The composition operator % is an old friend of this blog. The combinator cross lifts a function over a pair, and distrib distributes a binary function over two pairs. The combinator flip swaps the arguments to a curried function. All of this is standard and it allowed me to write:

let rot = List.map (cross unwords) % List.filter (not % flip List.mem stop_list % List.hd % snd) % split_all

This function takes a list of words, splits it every which way, throws away those pairs whose second component (the tail) begins with a stop word, and joins each component of the resulting pairs of words into sentence fragments. The function pretty-printing an index underwent a similar compression: instead of finding the longest fragment separately on each component, I did it in one pass over the list of pairs:

let pp_index xs =
  let l1, l2 = List.fold_right (distrib (max % String.length)) xs (0, 0) in
  List.iter (fun (a, b) -> Printf.printf "%*s   %-*s\n" l1 a l2 b) xs

The function max % String.length composes on the first argument of the curried max, and thus has type string → int → int; in order to distribute over pairs and make the types come out right I needed to use a right_fold instead of a more natural (in OCaml) left_fold, but this is otherwise straightforward. The pretty printing of the index is exactly like in Remco's code, as both OCaml's and Haskell's printf implement the same formats.

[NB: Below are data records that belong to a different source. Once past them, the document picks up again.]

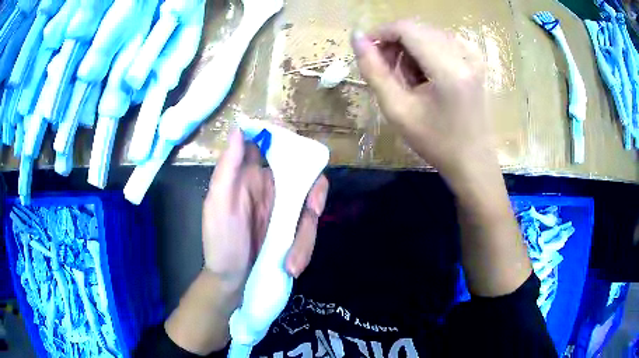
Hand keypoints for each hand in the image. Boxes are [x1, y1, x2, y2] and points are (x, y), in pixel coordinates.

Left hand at [202, 127, 328, 296]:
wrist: (231, 280)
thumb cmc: (220, 241)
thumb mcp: (218, 204)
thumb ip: (228, 167)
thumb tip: (238, 128)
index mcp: (250, 176)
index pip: (274, 148)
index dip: (292, 144)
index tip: (307, 156)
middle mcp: (270, 188)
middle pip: (305, 176)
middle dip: (314, 194)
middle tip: (312, 210)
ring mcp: (283, 210)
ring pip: (310, 206)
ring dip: (306, 236)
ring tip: (292, 263)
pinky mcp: (292, 229)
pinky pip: (308, 230)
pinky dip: (304, 248)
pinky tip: (291, 265)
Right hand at [352, 21, 493, 179]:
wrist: (472, 160)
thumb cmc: (435, 142)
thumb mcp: (398, 110)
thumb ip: (374, 71)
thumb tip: (355, 37)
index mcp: (448, 68)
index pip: (406, 29)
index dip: (381, 33)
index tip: (365, 51)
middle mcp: (464, 55)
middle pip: (417, 30)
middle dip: (395, 44)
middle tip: (386, 71)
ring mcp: (473, 56)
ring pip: (427, 34)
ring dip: (409, 50)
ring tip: (407, 79)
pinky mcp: (475, 61)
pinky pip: (441, 42)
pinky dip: (425, 53)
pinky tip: (424, 75)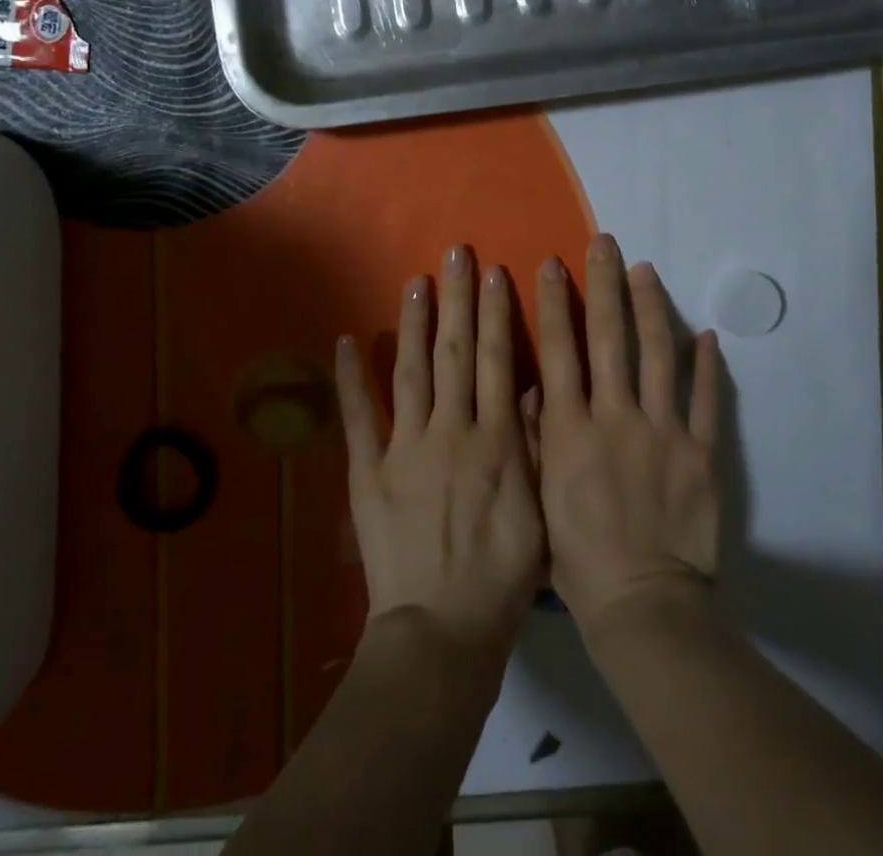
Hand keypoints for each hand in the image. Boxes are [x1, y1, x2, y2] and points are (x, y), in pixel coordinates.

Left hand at [335, 245, 546, 655]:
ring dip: (414, 324)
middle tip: (457, 253)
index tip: (496, 274)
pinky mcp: (368, 472)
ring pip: (411, 372)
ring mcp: (405, 448)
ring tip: (416, 281)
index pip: (496, 362)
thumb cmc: (501, 576)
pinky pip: (358, 419)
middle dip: (458, 300)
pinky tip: (346, 341)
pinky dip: (350, 380)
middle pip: (456, 354)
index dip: (497, 315)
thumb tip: (529, 389)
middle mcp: (450, 431)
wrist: (443, 630)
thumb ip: (533, 447)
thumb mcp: (537, 512)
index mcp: (494, 441)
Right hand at [536, 235, 722, 635]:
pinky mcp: (701, 451)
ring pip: (657, 354)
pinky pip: (706, 399)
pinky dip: (707, 364)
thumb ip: (536, 436)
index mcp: (571, 428)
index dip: (554, 302)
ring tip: (647, 270)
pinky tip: (705, 333)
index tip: (552, 263)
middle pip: (609, 337)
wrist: (644, 605)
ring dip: (651, 308)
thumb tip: (533, 382)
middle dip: (605, 284)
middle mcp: (615, 416)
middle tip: (604, 243)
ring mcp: (663, 431)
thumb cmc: (579, 558)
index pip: (560, 349)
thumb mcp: (539, 497)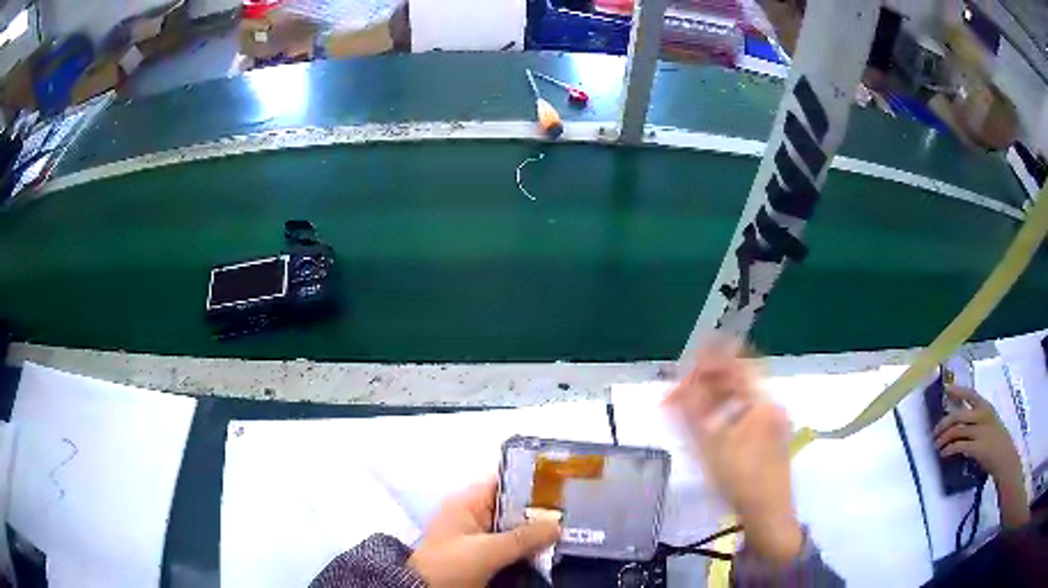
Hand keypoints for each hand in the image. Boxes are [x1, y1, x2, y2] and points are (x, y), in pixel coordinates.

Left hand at [408, 477, 560, 587]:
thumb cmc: (451, 565)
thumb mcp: (487, 551)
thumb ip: (523, 538)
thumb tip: (558, 525)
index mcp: (466, 503)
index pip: (503, 481)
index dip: (531, 481)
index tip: (562, 486)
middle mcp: (472, 516)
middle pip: (511, 506)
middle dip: (539, 511)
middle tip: (572, 513)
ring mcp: (476, 537)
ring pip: (513, 528)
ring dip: (535, 532)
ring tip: (568, 530)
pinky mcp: (481, 557)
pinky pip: (509, 547)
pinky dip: (526, 548)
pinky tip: (549, 550)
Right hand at [665, 342, 801, 564]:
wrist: (769, 515)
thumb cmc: (741, 481)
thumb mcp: (711, 447)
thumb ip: (693, 413)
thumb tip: (677, 386)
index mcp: (763, 404)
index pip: (740, 365)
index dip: (715, 357)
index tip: (690, 360)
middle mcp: (771, 407)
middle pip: (740, 381)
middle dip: (708, 380)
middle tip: (680, 389)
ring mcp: (773, 424)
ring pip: (741, 399)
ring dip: (714, 397)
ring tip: (687, 407)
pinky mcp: (769, 440)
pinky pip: (744, 415)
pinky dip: (724, 413)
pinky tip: (706, 426)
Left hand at [933, 385, 1029, 528]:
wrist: (1005, 458)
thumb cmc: (997, 442)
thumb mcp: (990, 424)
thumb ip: (977, 421)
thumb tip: (960, 422)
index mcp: (986, 407)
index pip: (970, 394)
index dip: (958, 391)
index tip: (946, 389)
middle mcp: (982, 415)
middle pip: (957, 415)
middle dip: (943, 423)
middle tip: (934, 433)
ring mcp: (980, 431)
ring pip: (956, 430)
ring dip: (943, 439)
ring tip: (937, 447)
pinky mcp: (977, 447)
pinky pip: (958, 446)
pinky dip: (948, 450)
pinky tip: (944, 455)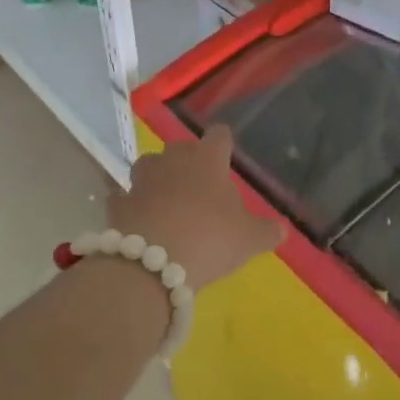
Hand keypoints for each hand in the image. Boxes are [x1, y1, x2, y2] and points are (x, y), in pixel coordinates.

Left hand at [109, 125, 284, 290]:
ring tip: (166, 199)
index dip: (223, 144)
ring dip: (157, 177)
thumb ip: (266, 231)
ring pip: (149, 165)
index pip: (219, 135)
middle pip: (181, 147)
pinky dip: (132, 204)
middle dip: (188, 162)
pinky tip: (139, 218)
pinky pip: (126, 197)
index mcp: (208, 159)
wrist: (152, 263)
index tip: (226, 155)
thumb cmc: (209, 239)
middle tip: (200, 187)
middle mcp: (173, 159)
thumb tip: (281, 229)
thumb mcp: (248, 240)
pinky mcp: (119, 203)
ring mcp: (142, 179)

Putting everything together needs a sort on the second components; I use a (very inefficient) helper function implementing case-insensitive sort:

let ci_compare a b = compare (String.lowercase a) (String.lowercase b)

let permute_index =
  pp_index % List.sort (fun (_, a) (_, b) -> ci_compare a b) % List.concat % List.map (rot % words) % lines

The text is decomposed into lines, each line is further decomposed into words and an index is built for it, the fragmentary indexes are collated and sorted into the final result which is finally printed out. A test gives out the expected result:

let () = permute_index "All's well that ends well.\nNature abhors a vacuum.\nEvery man has a price.\n"
              Nature   abhors a vacuum.
                       All's well that ends well.
     All's well that   ends well.
                       Every man has a price.
           Every man   has a price.
               Every   man has a price.
                       Nature abhors a vacuum.
     Every man has a   price.
          All's well   that ends well.
     Nature abhors a   vacuum.
               All's   well that ends well.
All's well that ends   well.

A point to keep in mind is that permute_index and especially rot would probably have been clearer written in a monadic style, as it emphasizes an "element-at-a-time" view of list processing as I've written before. The downside would have been the need to name every intermediate value being transformed:

let rot xs =
  split_all xs >>= fun (hs, ts) ->
  guard (not (List.mem (List.hd ts) stop_list)) >>
  return (unwords hs, unwords ts)

It seems that, in this sense, monadic beats recursion but point-free beats monadic for conciseness. As it is, the 30 lines comprising this code fit in one short page. Not bad.